THE GRAPES OF WRATH (1940) B/W 129m dir: John Ford
w/Henry Fonda, Jane Darwell, John Carradine, Charley Grapewin, Dorris Bowdon, Russell Simpson, O.Z. Whitehead, John Qualen, Eddie Quillan, Zeffie Tilbury
John Steinbeck's novel about impoverished migratory workers and their struggle to get to California and find work has been turned into one of the all-time great films. Ford's direction and a superb cast make this story of a group of people who were almost destroyed by the Depression a must.

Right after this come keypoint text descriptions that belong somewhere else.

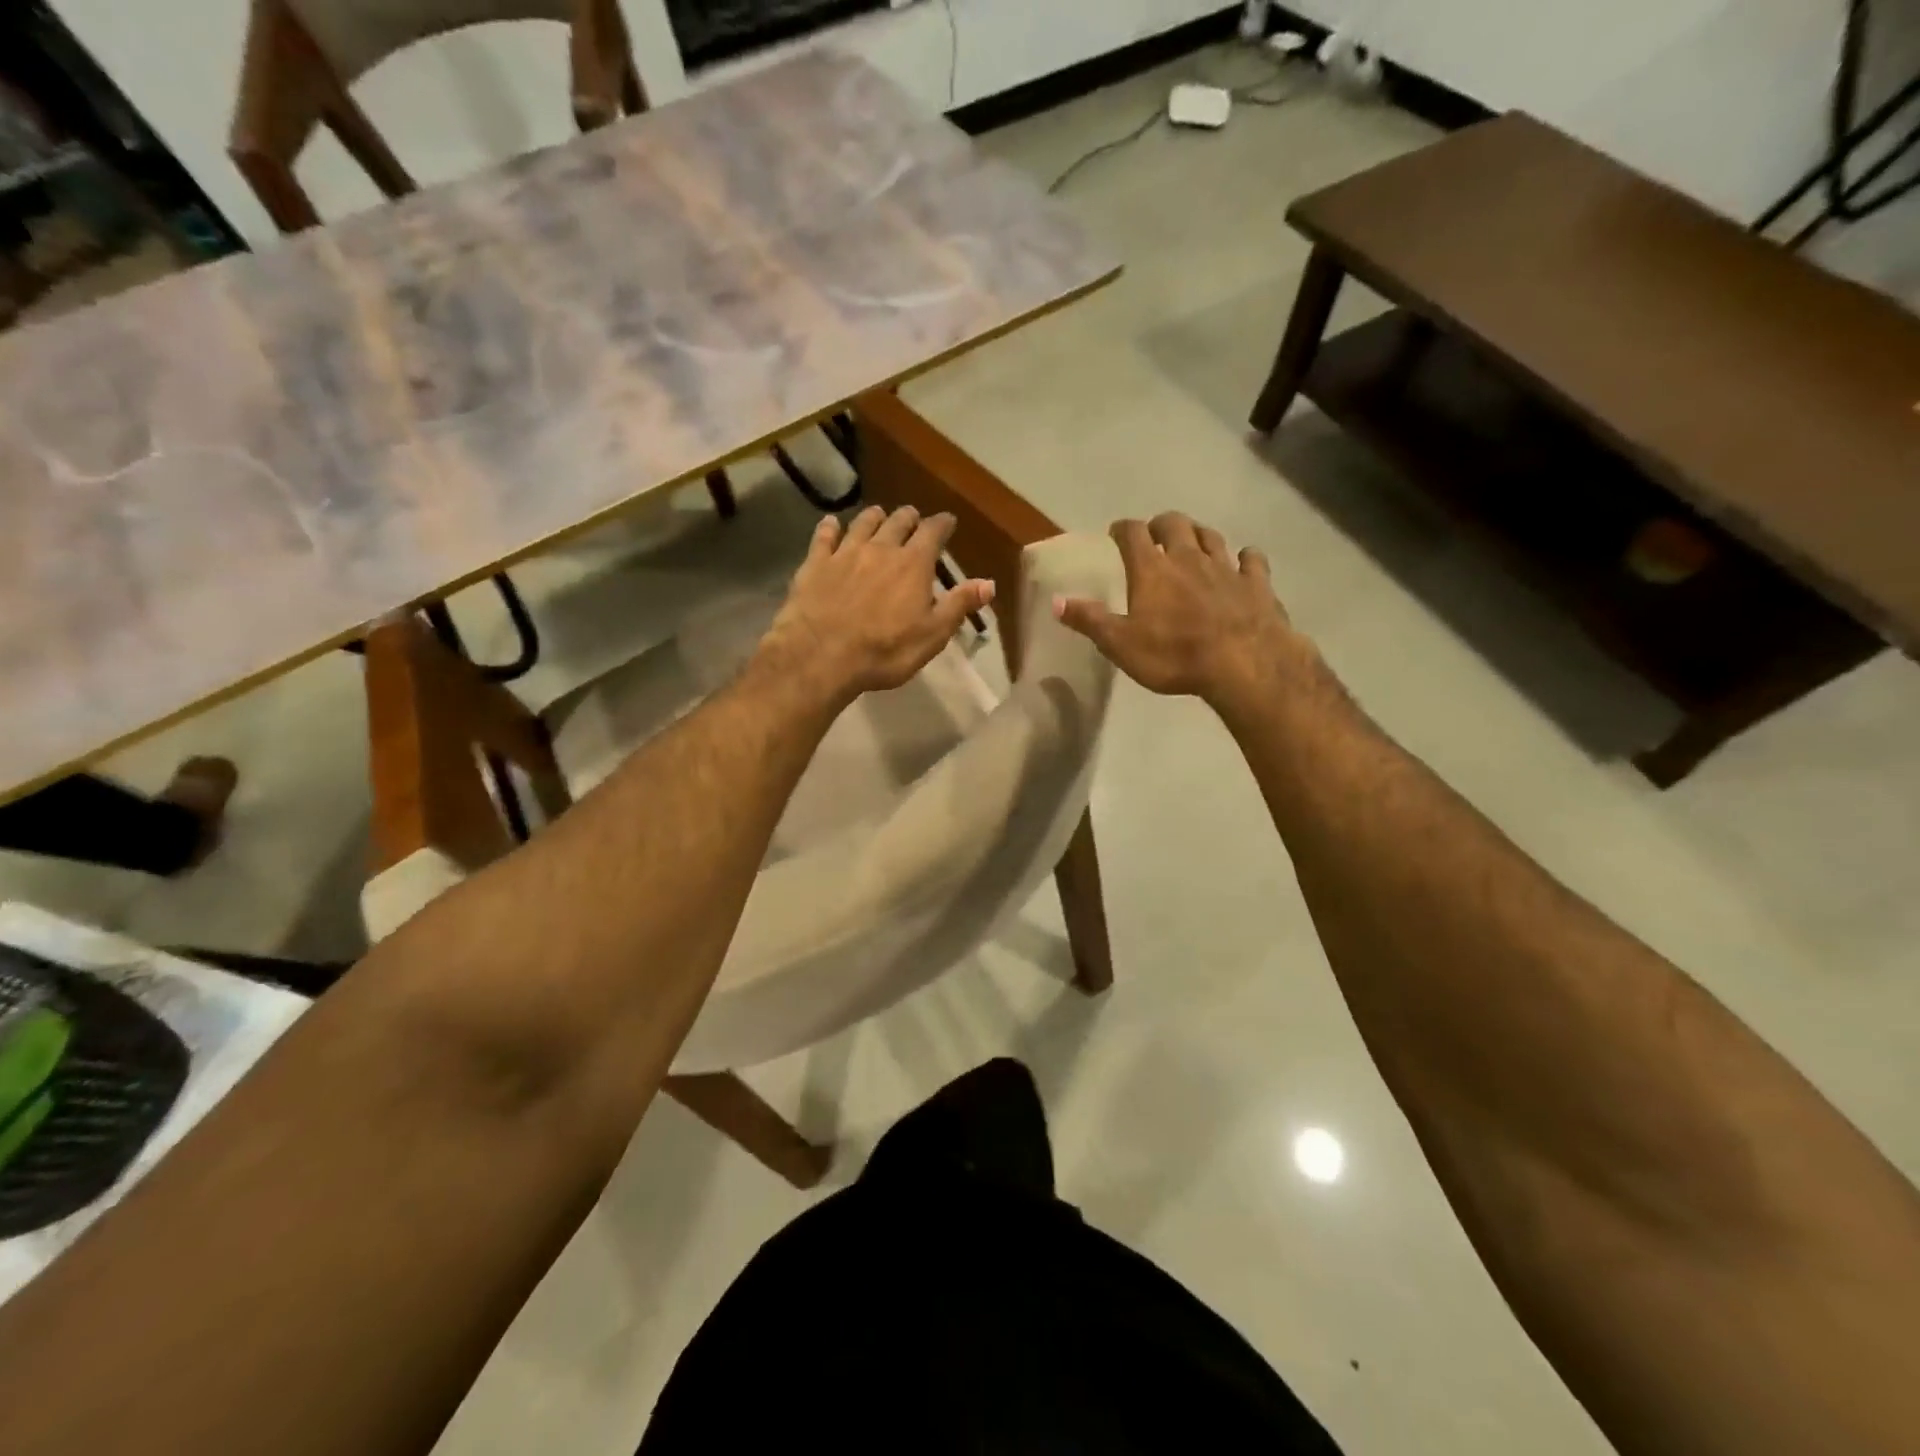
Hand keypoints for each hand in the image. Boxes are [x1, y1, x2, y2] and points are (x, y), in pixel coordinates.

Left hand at [757, 505, 993, 706]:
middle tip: (913, 517)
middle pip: (897, 522)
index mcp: (913, 565)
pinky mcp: (815, 563)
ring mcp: (845, 553)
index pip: (933, 533)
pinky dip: (830, 527)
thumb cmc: (885, 651)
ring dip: (874, 517)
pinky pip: (824, 536)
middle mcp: (881, 549)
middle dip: (909, 518)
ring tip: (878, 514)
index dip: (942, 524)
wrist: (821, 656)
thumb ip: (959, 605)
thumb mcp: (932, 634)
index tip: (948, 521)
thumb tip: (988, 583)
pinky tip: (830, 523)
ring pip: (862, 523)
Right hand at [1053, 513, 1307, 712]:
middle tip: (1155, 535)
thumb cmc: (1174, 655)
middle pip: (1174, 524)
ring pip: (1211, 536)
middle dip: (1161, 524)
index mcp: (1152, 569)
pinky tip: (1243, 560)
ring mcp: (1226, 567)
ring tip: (1192, 541)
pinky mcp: (1257, 583)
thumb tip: (1055, 601)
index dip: (1122, 529)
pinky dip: (1245, 557)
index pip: (1132, 534)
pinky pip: (1252, 559)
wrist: (1243, 663)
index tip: (1116, 533)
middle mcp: (1188, 557)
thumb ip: (1089, 620)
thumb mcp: (1121, 644)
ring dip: (1198, 534)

From Georges Sadoul's Dictionary of Films: "Steinbeck's novel was based on his experiences in 1936 as a reporter among the Okies, who were then wandering around the United States, driven from their land by erosion, the Depression, and the usurious methods of bankers. The unity of the film is derived to a great extent from the leitmotiv of the rattling old truck in which the Joad family travels with their clothes, pots and pans, and ramshackle furniture. The stagecoach of Stagecoach is here replaced by the junkpile truck used in the exodus, but it is the same desert that has to be crossed, the trails are just as hazardous and, on top of hunger and lack of work, they are beset by police and roughnecks. Gregg Toland, whose photography in the film is among his best work, described the film this way: 'It was the story of unhappy men, men of the soil, suffering men with genuine problems. And it was a difficult film for us. As I recall, we moved the camera only once: a long traveling shot through the streets of Hooverville (the shanty town). This is what the people in the truck saw after the long trip to the promised land of California.' This is one of the most important Hollywood films of the Roosevelt era."
Oscars went to Ford for his direction and to Darwell as Best Supporting Actress. Additional nominations were for Best Picture, Actor (Fonda), Screenplay (Nunnally Johnson), Editing (Robert E. Simpson), and Sound (E.H. Hansen).